(Lucius), Lord viscount Falkland, was born in Oxfordshire, about the year 1610; a young nobleman of great abilities and accomplishments. About the time of his father's death in 1633, he was made gentleman of the privy chamber to king Charles I. and afterwards secretary of state. Before the assembling of the long parliament, he had devoted himself to literature, and every pleasure which a fine genius, a generous disposition, and an opulent fortune, could afford: when called into public life, he stood foremost in all attacks on the high prerogatives of the crown; but when civil convulsions came to an extremity, and it was necessary to choose a side, he tempered his zeal, and defended the limited powers that remained to monarchy. Still anxious however for his country, he seems to have dreaded equally the prosperity of the royal party, or that of the parliament; and among his intimate friends, often sadly reiterated the word peace. This excellent nobleman freely exposed his person for the king in all hazardous enterprises, and was killed in the 34th year of his age at the battle of Newberry. In Welwood's memoirs we are told, that whilst he was with the king at Oxford, his majesty went one day to see the public library, where he was shown among other books a Virgil, nobly printed, and exquisitely bound. The lord Falkland, to divert the king, would have his majesty make a trial of his fortune by the Sortes Virgilianae, an usual kind of divination in ages past, made by opening a Virgil.

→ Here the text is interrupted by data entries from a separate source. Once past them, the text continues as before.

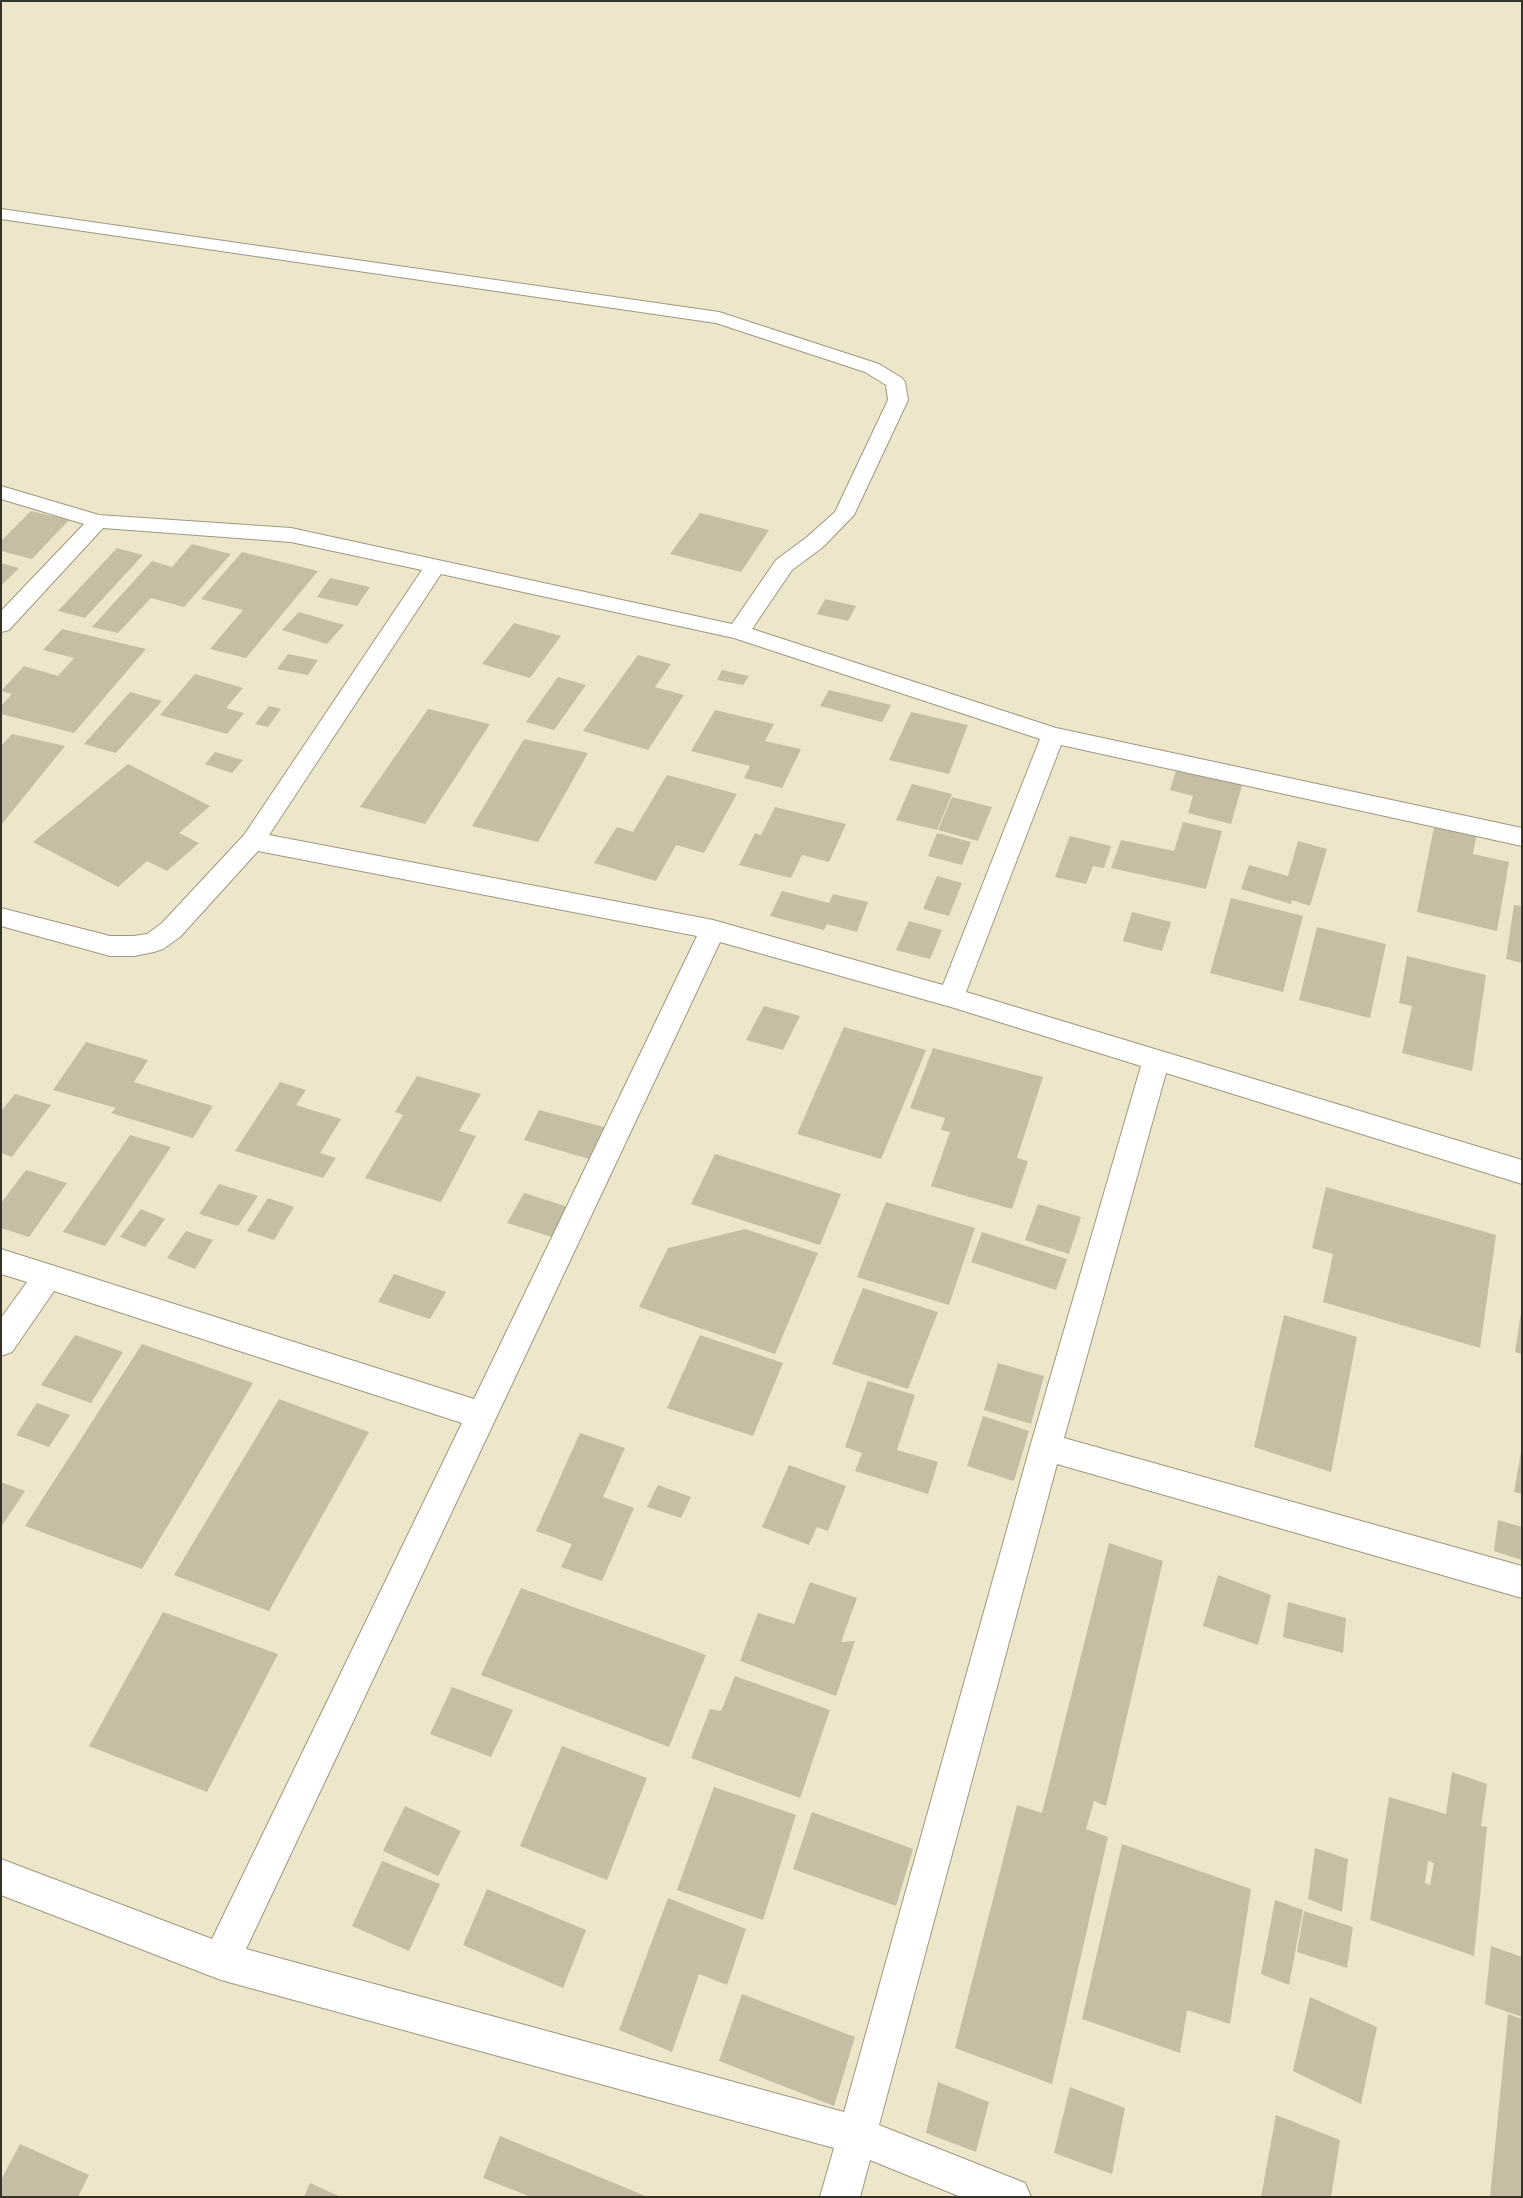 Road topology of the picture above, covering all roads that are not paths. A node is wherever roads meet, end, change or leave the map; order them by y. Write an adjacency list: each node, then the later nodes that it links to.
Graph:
1 (1, 214): 6 (street)
2 (1, 492): 3 (street)
3 (98, 521): 4 (street); 5 (street)
4 (436, 566): 6 (street); 9 (street)
5 (1, 625)
6 (738, 632): 7 (street)
7 (1053, 735): 8 (street); 12 (street)
8 (1522, 837)
9 (252, 841): 10 (street); 11 (street)
10 (1, 917)
11 (713, 930): 12 (street); 18 (street)
12 (951, 997): 13 (street)
13 (1156, 1060): 14 (street); 19 (street)
14 (1522, 1172)
15 (1, 1261): 16 (street)
16 (48, 1276): 17 (street); 18 (street)
17 (1, 1342)
18 (481, 1415): 22 (street)
19 (1046, 1447): 20 (street); 23 (street)
20 (1522, 1582)
21 (3, 1882): 22 (street)
22 (221, 1962): 23 (street)
23 (856, 2135): 24 (street); 25 (street)
24 (840, 2197)
25 (1011, 2197) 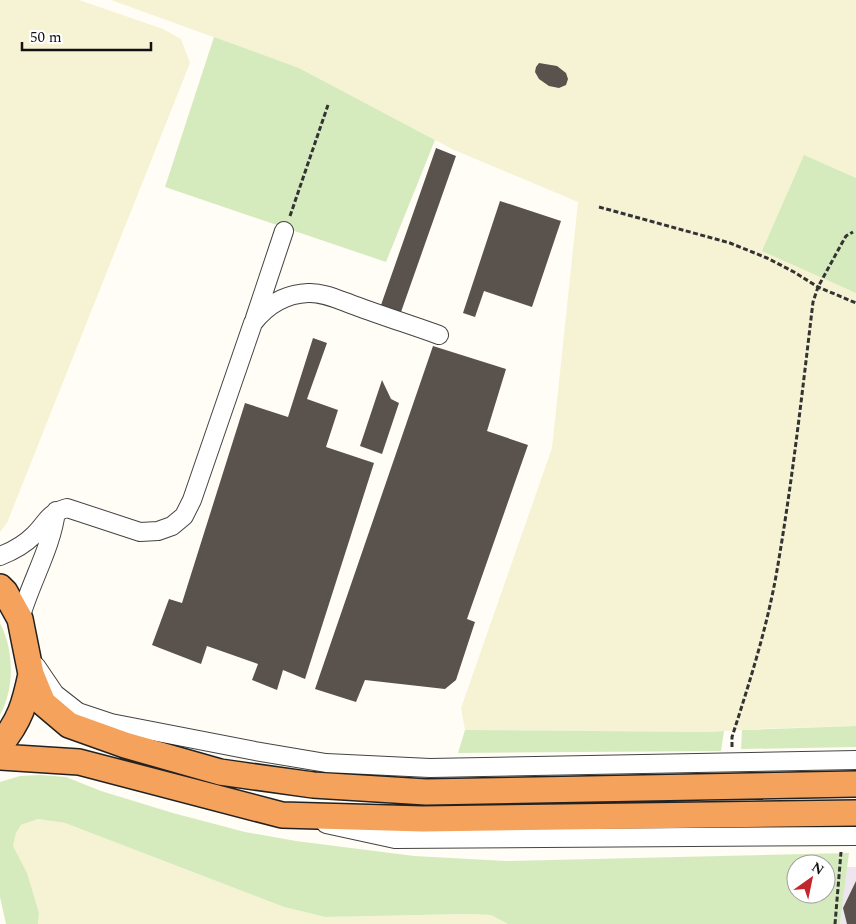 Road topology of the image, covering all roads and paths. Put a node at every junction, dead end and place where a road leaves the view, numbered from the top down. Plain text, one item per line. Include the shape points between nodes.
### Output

The king opening the book, the passage which happened to come up, was that part of Dido's imprecation against Æneas, iv. 615, &c. which is thus translated by Dryden.
"Opprest'd with numbers in th' unequal field, "His men discourag'd, and himself expell'd; "Lest him for succour sue from place to place, "Torn from his subjects and his son's embrace," &c.
King Charles seeming concerned at this accident, the lord Falkland, who observed it, would likewise try his own fortune in the same manner; hoping he might fall upon some passage that could have no relation to his case, and thereby divert the king's thoughts from any impression the other might make upon him: but the place lord Falkland stumbled upon was yet more suited to his destiny than the other had been to the king's; being the following expressions of Evander, upon the untimely death of his son Pallas, Æn. xi. 152.
"O Pallas! thou hast fail'd thy plighted word. "To fight with caution, not to tempt the sword, "I warn'd thee, but in vain: for well I knew "What perils youthful ardour would pursue; "That boiling blood would carry thee too far; "Young as thou wert in dangers, raw to war. "O curst essay of arms, disfavour doom, "Prelude of bloody fields and fights to come!"
He wrote several things, both poetical and political; and in some of the king's declarations, supposed to be penned by lord Falkland, we find the first regular definition of the English constitution that occurs in any composition published by authority. His predecessor, the first viscount Cary, was ennobled for being the first who gave king James an account of queen Elizabeth's death.
(Robert), a learned English chronologer, born in Devonshire about the year 1615. On the restoration, he was preferred to the archdeaconry of Exeter; but on some pretext was ejected in 1664, and spent the rest of his days at his rectory of Portlemouth, where he died in 1688. He published Paleologia Chronica, a chronology of ancient times, in three parts, didactic, apodeictical, and canonical; and translated the hymns of the church into Latin verse.